Another way to look at it is if you are a regular ER patient, you wait in the waiting room and wait to see the nurse and wait to see the doctor, etc. Trauma patients are being attended to instantly and around the clock.
murphyle, BSN, RN
279 Posts
From the Trauma Nursing Core Course Provider Manual, 6th Edition:
Trauma is any injury to the body caused by transfer of energy from the outside environment, such that the energy transferred into the body exceeds the body's ability to absorb said energy. That energy can be kinetic energy such as that imparted by acceleration or deceleration (i.e. motor vehicle crashes, pedestrian vs. vehicle incidents, falls, etc), that imparted by a blunt object (beatings, crush injuries, falls onto objects, etc), that imparted by a sharp object (stabbings, impalements, gunshot wounds, etc); it can be thermal energy, such as that imparted by a fire (burns); electrical energy (electrocutions, lightning strikes); chemical energy (burns, accidental or intentional ingestions); or radiant energy (UV burns, ionizing radiation exposures). Drownings and smoke inhalations are instances of trauma in which the mechanism of injury is a lack of energy - specifically oxidative injury resulting from anoxia.
From the emergency healthcare perspective, "trauma" refers to a severe injury or injuries to the body requiring immediate and intensive management. Frequently (though not always!) they present to the care setting via EMS, and their immediate care consists of ensuring airway patency, effective respiratory function, hemodynamic stability and neurological function until definitive care (usually surgical) can be provided.
Not every emergency facility has the staff or the resources to provide that definitive care. There is an accreditation process for trauma centers, overseen by the American College of Surgeons, which divides emergency facilities into Level I (most comprehensive, specialty staff on-site 24/7, also conducts trauma research) through Level III (least comprehensive, basic services available, has agreements with Level I/II centers for trauma transfers). When trauma cases present to low-ranked or unaccredited facilities, the staff there will provide immediate care in preparation for transfer to a higher-ranked facility.
If trauma is something that interests you, I'd recommend going to a medical library and finding a copy of the TNCC manual. It's everything you need to know about trauma nursing in one package.
Hope this helps! :)
Murphyle,
Is there a more recent copy of that text? The most recent one I could find was written 10 years ago and I'm sure a lot in health care has changed in the past 10 years!!

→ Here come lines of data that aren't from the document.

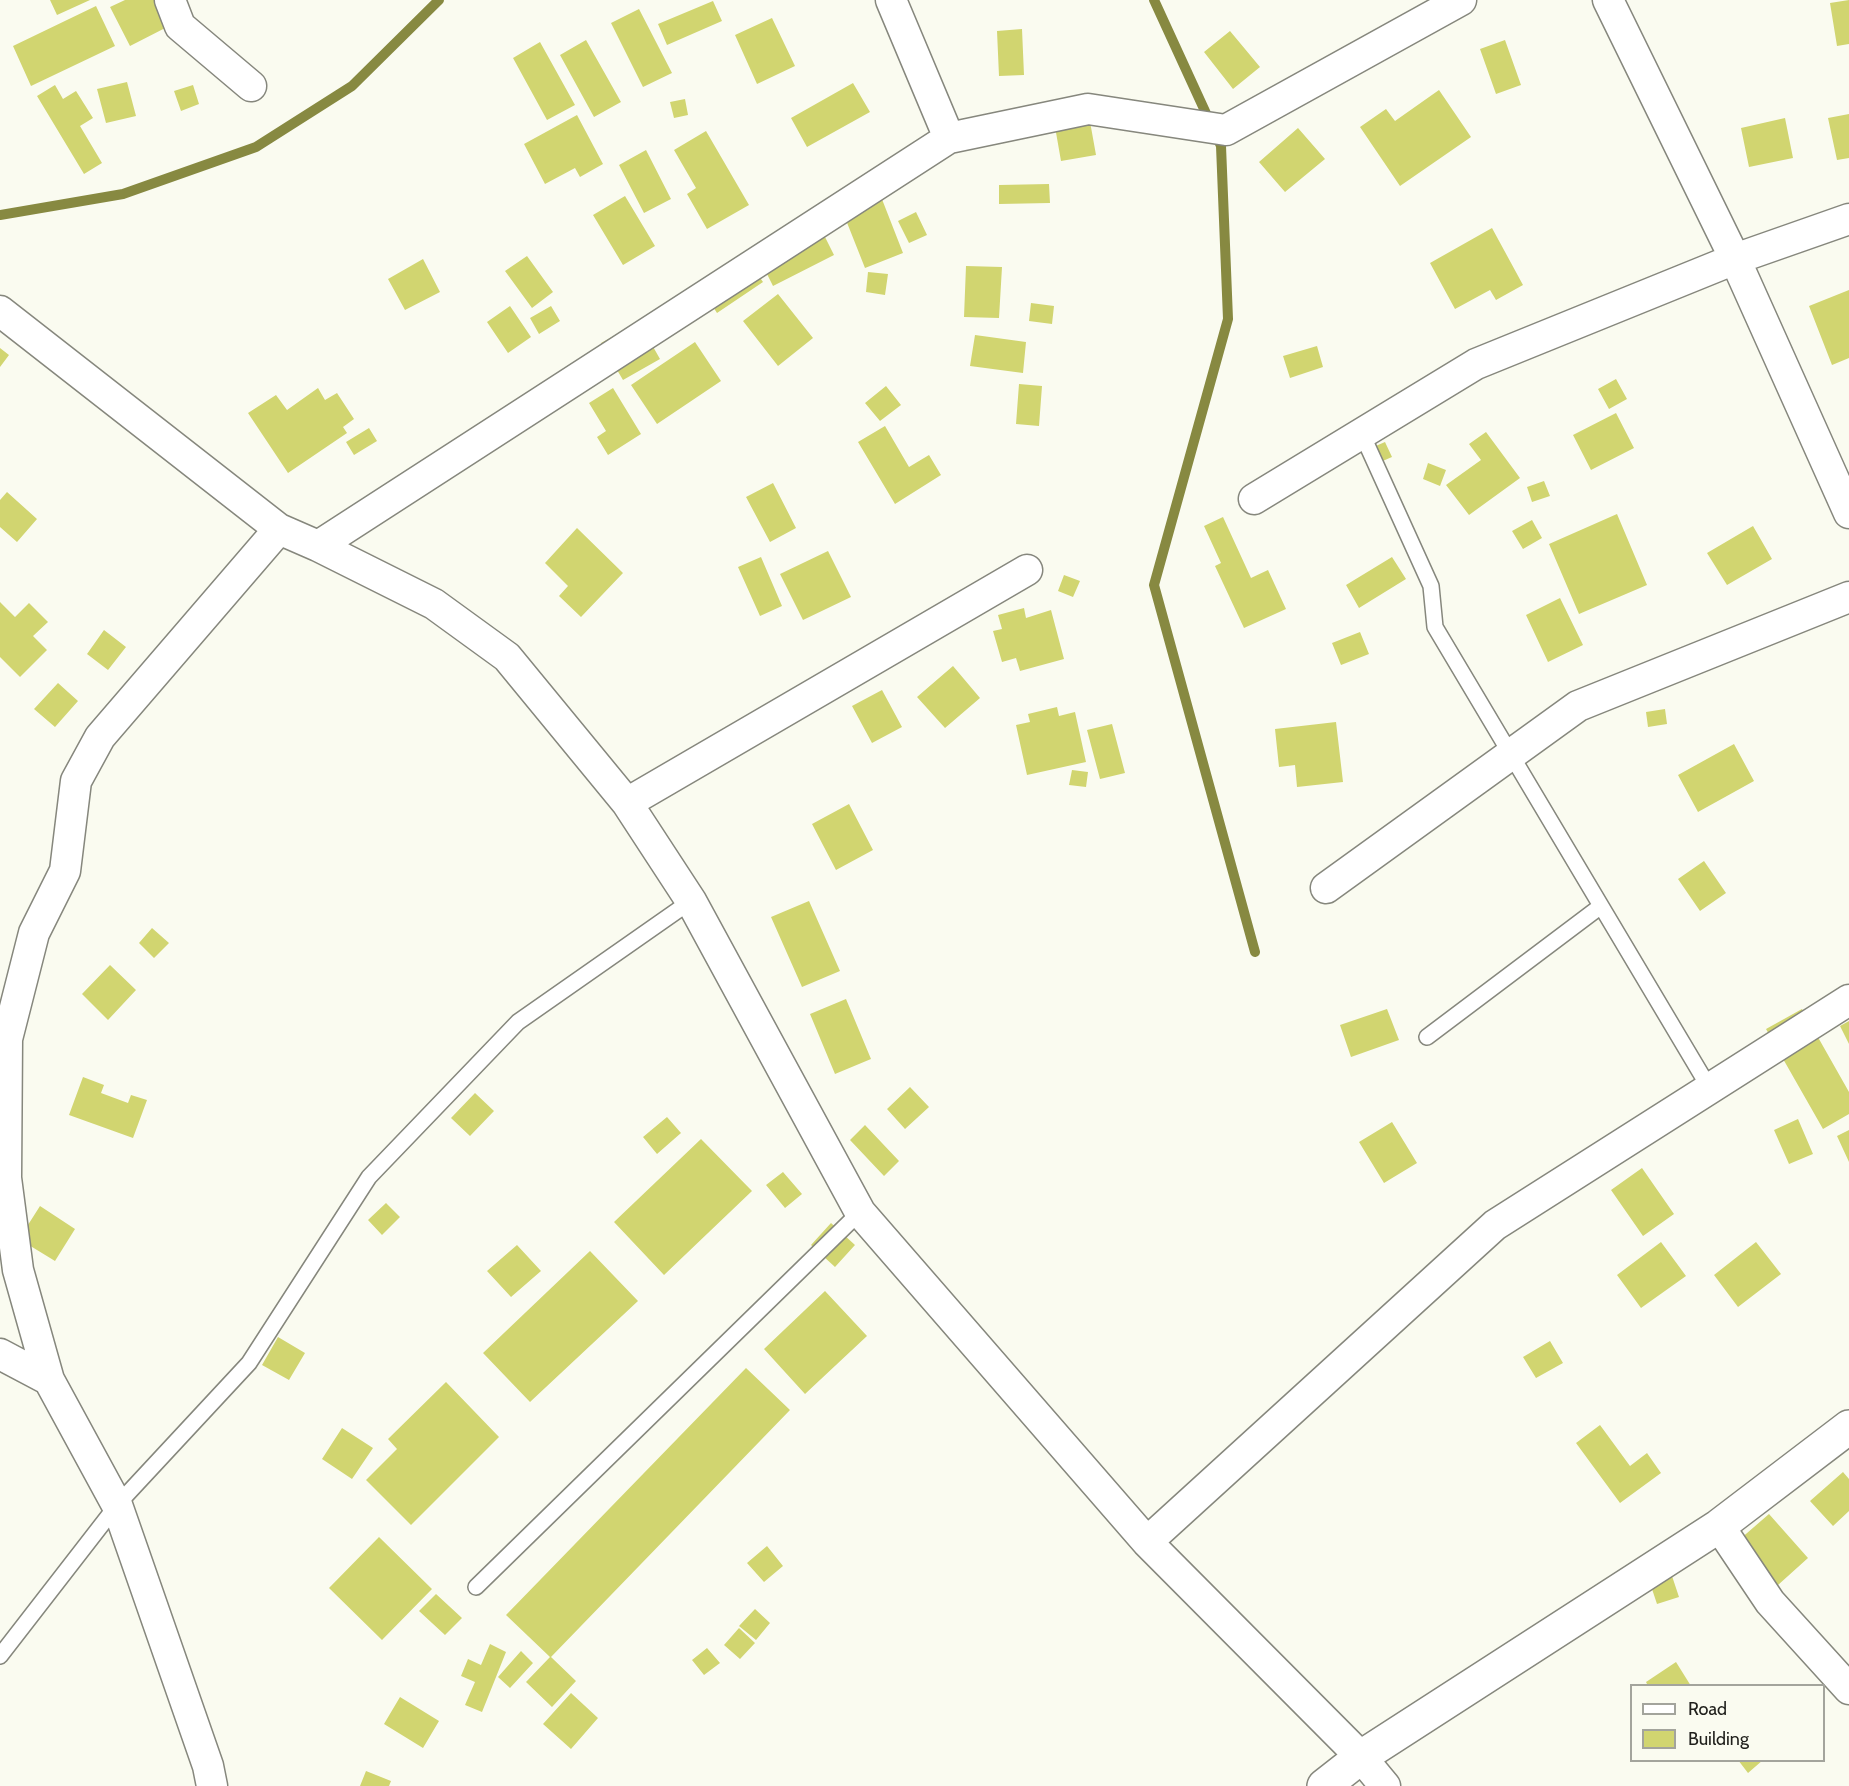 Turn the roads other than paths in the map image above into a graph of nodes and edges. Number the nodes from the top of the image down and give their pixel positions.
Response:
1 (170, 0) edge
2 (891, 0) edge
3 (1461, 0) edge
4 (1608, 0) edge
5 (251, 86) dead end
6 (949, 138) junction
7 (1849, 219) edge
8 (1735, 259) junction
9 (0, 311) edge
10 (1362, 434) junction
11 (1254, 499) dead end
12 (1849, 513) edge
13 (279, 529) junction
14 (318, 546) junction
15 (1027, 570) dead end
16 (1849, 597) edge
17 (1511, 754) junction
18 (627, 803) junction
19 (1326, 888) dead end
20 (691, 901) junction
21 (1601, 906) junction
22 (1849, 1000) edge
23 (3, 1037) edge
24 (1427, 1037) dead end
25 (1710, 1089) junction
26 (860, 1212) junction
27 (0, 1354) edge
28 (49, 1380) junction
29 (1849, 1427) edge
30 (117, 1505) junction
31 (1719, 1526) junction
32 (1147, 1542) junction
33 (476, 1587) dead end
34 (0, 1656) edge
35 (1849, 1689) edge
36 (1361, 1757) junction
37 (212, 1786) edge
38 (1324, 1786) edge
39 (1385, 1786) edge

1 - 5 street
2 - 6 street
3 - 6 street
4 - 8 street
6 - 14 street
7 - 8 street
8 - 10 street
8 - 12 street
9 - 13 street
10 - 11 street
10 - 17 lane
13 - 14 street
13 - 23 street
14 - 18 street
15 - 18 street
16 - 17 street
17 - 19 street
17 - 21 lane
18 - 20 street
20 - 26 street
20 - 30 lane
21 - 24 lane
21 - 25 lane
22 - 25 street
23 - 28 street
25 - 32 street
26 - 32 street
26 - 33 lane
27 - 28 street
28 - 30 street
29 - 31 street
30 - 34 lane
30 - 37 street
31 - 35 street
31 - 36 street
32 - 36 street
36 - 38 street
36 - 39 street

foreverLaur: Yes, the most recent (6th Edition) is dated 2007.
Thank you everybody, every single post is helpful.
Sugarcoma, RN
410 Posts
Just for clarification: To the post that said traumas come in via EMS and ER pts. have to wait in the waiting room: Some ER patients are attended to instantly and arrive via EMS but do not qualify as traumas (trauma=some type of injury). Pt's that have conditions such as MI, CVA, status asthmaticus, DKA, etc. Often times in just as bad or worse condition as the trauma people and need emergent care also.
WildLPN
2 Posts
At the Trauma ctr that I work at traumas that come in are based on their glasgow score. Also their acuity level.
Trauma is generally a severe injury.
weatherck
4 Posts
I am making a lateral move from a non-trauma to a trauma ER. Any advice on what I should be studying up on before I start orientation.